(Beginning of Data shown)

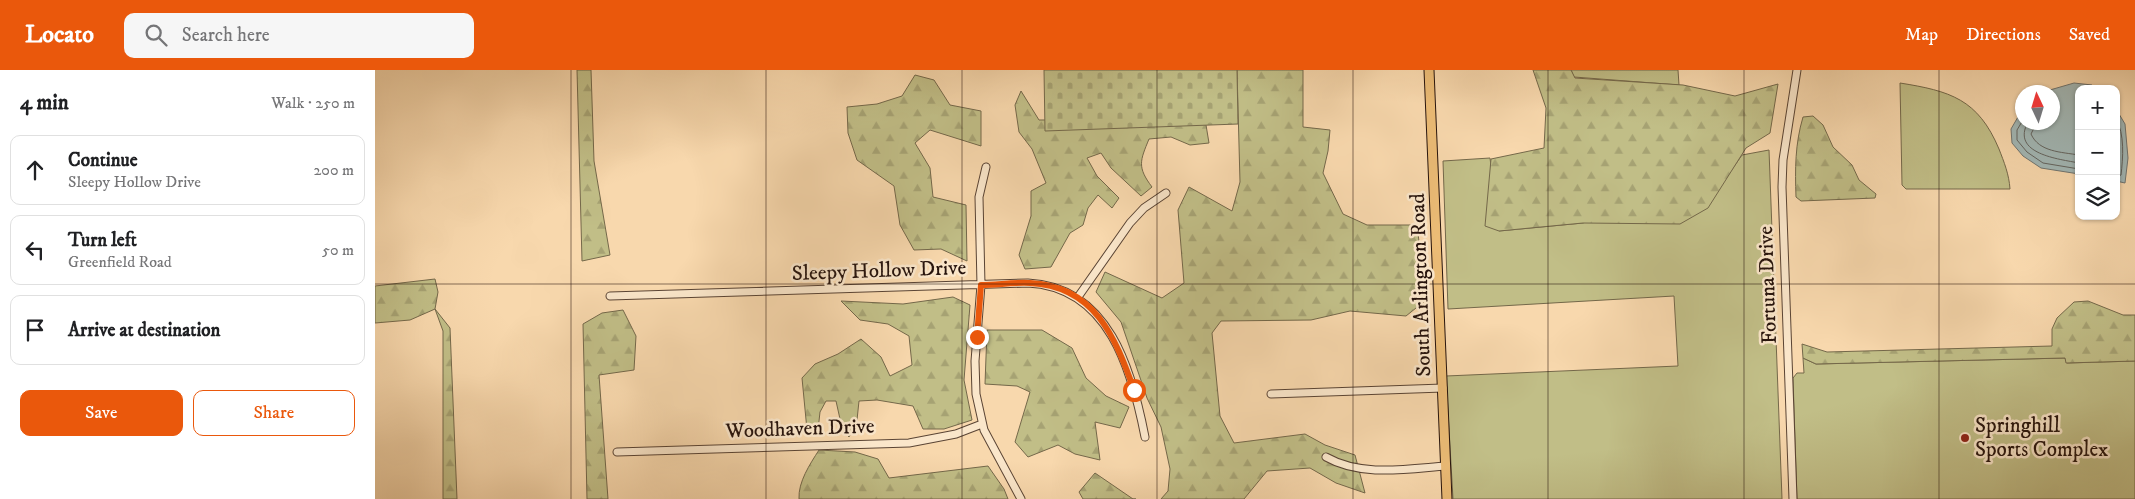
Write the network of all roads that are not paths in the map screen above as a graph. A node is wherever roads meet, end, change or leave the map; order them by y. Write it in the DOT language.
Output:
graph roads {
  1 [pos="1429,70"];
  2 [pos="1797,70"];
  3 [pos="986,167"];
  4 [pos="1166,193"];
  5 [pos="981,285"];
  6 [pos="610,296"];
  7 [pos="1078,297"];
  8 [pos="1443,388"];
  9 [pos="1271,394"];
  10 [pos="983,424"];
  11 [pos="1145,437"];
  12 [pos="617,452"];
  13 [pos="1326,457"];
  14 [pos="1446,466"];
  15 [pos="1021,499"];
  16 [pos="1447,499"];
  17 [pos="1793,499"];
  1 -- 8 [label="main road, South Arlington Road"];
  2 -- 17 [label="street, Fortuna Drive"];
  3 -- 5 [label="street"];
  4 -- 7 [label="street"];
  5 -- 6 [label="street, Sleepy Hollow Drive"];
  5 -- 7 [label="street, Sleepy Hollow Drive"];
  5 -- 10 [label="street"];
  7 -- 11 [label="street, Sleepy Hollow Drive"];
  8 -- 9 [label="street"];
  8 -- 14 [label="main road, South Arlington Road"];
  10 -- 12 [label="street, Woodhaven Drive"];
  10 -- 15 [label="street"];
  13 -- 14 [label="street"];
  14 -- 16 [label="main road, South Arlington Road"];
}
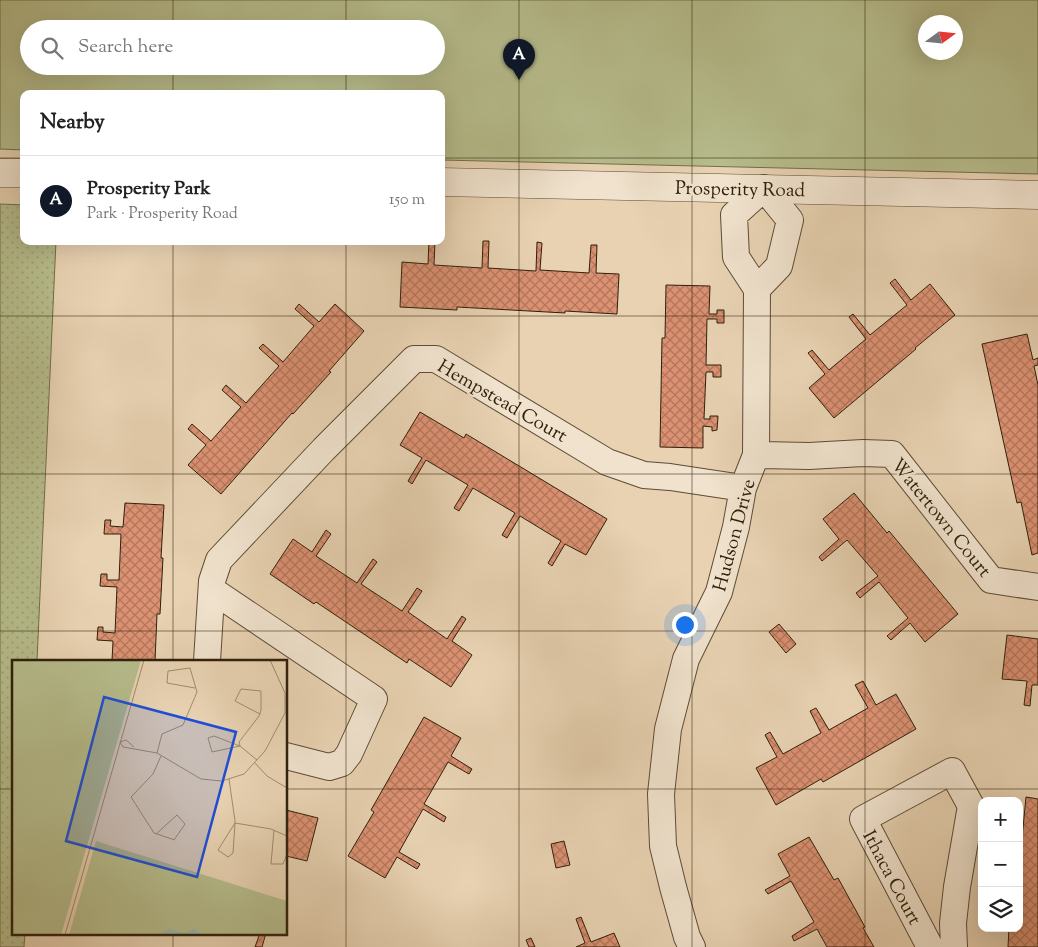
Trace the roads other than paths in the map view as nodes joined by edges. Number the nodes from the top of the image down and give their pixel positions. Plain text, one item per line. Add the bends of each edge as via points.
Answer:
1 (0, 173) edge
2 (20, 173) edge
3 (445, 182) edge
4 (764, 188) junction
5 (1038, 194) edge
6 (757, 289) junction
7 (756, 455) junction
8 (743, 488) junction
9 (1038, 587) edge
10 (212, 590) junction
11 (207, 660) edge
12 (288, 757) edge
13 (692, 947) edge
14 (930, 947) edge
15 (954, 947) edge

1 - 2 street
3 - 4 street, Prosperity Road
4 - 5 street, Prosperity Road
4 - 6 street via 790,220 779,266
4 - 6 street via 734,215 736,256
6 - 7 street, Hudson Drive
7 - 8 street, Hudson Drive
7 - 9 street, Watertown Court via 892,454 991,580
8 - 10 street, Hempstead Court via 644,475 607,462 436,359 414,359 324,448 219,560
8 - 13 street, Hudson Drive via 719,592 686,659 668,729 661,794 663,846
10 - 11 street, Hempstead Court
10 - 12 street via 374,699 342,763 329,767
14 - 15 street, Ithaca Court via 863,819 952,771 971,806 957,887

(End of Data shown)

What you will do: The lines to return are those in the entries above that include "paths".

Answer to this task:
Write the network of all roads that are not paths in the map screen above as a graph. A node is wherever roads meet, end, change or leave the map; order them by y. Write it in the DOT language.
Trace the roads other than paths in the map view as nodes joined by edges. Number the nodes from the top of the image down and give their pixel positions. Plain text, one item per line. Add the bends of each edge as via points.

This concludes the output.